**Task statement**
What must be returned is the number of lines in the records holding the word "bridge", with no other text.

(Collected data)
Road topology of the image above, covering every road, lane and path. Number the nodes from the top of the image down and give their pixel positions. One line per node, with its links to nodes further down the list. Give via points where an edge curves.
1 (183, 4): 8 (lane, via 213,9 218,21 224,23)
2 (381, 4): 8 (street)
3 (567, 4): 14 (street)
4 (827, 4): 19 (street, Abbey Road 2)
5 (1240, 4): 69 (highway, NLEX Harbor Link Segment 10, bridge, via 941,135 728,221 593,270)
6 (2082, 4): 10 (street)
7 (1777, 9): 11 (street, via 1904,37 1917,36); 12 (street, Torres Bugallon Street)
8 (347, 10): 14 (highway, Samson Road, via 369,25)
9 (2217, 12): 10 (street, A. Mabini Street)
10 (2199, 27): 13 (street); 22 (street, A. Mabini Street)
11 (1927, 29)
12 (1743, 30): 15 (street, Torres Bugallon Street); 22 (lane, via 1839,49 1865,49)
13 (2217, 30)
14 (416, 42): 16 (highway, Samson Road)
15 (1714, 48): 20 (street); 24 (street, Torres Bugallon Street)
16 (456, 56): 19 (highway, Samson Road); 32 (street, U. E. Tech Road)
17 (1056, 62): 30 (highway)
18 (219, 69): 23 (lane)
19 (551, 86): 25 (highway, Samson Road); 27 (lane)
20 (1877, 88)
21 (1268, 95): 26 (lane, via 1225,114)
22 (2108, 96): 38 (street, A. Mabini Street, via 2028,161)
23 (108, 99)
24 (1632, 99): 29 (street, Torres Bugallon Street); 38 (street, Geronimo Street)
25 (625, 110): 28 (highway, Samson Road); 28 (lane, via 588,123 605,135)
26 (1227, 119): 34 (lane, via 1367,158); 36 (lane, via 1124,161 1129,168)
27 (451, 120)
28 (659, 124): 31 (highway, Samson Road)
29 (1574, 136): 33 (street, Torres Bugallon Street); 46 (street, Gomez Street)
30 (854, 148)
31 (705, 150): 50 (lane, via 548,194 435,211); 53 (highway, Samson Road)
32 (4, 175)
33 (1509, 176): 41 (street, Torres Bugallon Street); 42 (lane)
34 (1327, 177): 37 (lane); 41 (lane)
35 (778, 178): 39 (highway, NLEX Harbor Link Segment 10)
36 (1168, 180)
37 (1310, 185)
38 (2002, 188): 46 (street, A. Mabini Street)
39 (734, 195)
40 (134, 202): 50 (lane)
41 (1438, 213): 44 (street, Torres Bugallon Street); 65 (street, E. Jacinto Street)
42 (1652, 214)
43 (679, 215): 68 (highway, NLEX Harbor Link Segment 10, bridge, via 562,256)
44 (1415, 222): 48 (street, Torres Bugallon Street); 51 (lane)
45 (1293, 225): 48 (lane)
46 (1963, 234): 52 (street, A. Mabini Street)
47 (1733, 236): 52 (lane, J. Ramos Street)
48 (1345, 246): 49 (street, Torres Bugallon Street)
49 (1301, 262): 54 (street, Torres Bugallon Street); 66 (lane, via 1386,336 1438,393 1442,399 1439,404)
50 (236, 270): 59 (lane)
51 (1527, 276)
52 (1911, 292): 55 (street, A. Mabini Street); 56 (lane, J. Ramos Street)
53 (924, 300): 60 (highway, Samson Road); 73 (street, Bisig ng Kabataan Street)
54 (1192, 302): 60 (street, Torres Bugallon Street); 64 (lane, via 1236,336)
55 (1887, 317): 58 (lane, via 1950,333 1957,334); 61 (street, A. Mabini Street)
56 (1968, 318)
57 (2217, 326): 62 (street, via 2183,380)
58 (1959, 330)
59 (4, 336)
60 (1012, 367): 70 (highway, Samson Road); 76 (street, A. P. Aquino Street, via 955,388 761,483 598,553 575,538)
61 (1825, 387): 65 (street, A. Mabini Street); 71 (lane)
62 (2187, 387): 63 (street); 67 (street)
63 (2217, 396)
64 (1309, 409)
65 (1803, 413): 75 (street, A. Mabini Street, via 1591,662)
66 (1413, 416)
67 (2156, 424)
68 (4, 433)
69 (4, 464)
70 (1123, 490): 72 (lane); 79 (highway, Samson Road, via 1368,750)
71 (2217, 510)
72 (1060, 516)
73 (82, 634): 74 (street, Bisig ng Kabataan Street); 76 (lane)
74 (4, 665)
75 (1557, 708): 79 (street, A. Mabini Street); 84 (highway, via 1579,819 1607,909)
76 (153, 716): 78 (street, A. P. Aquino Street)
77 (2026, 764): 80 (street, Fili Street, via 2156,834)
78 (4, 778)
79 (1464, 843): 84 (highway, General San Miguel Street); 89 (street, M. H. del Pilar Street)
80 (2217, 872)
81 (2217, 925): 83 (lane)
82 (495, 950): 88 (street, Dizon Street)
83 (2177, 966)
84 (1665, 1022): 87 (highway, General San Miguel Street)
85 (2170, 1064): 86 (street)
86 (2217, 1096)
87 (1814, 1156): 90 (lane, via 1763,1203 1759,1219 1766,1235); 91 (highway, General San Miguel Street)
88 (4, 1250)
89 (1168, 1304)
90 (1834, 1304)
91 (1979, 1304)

**Result**
2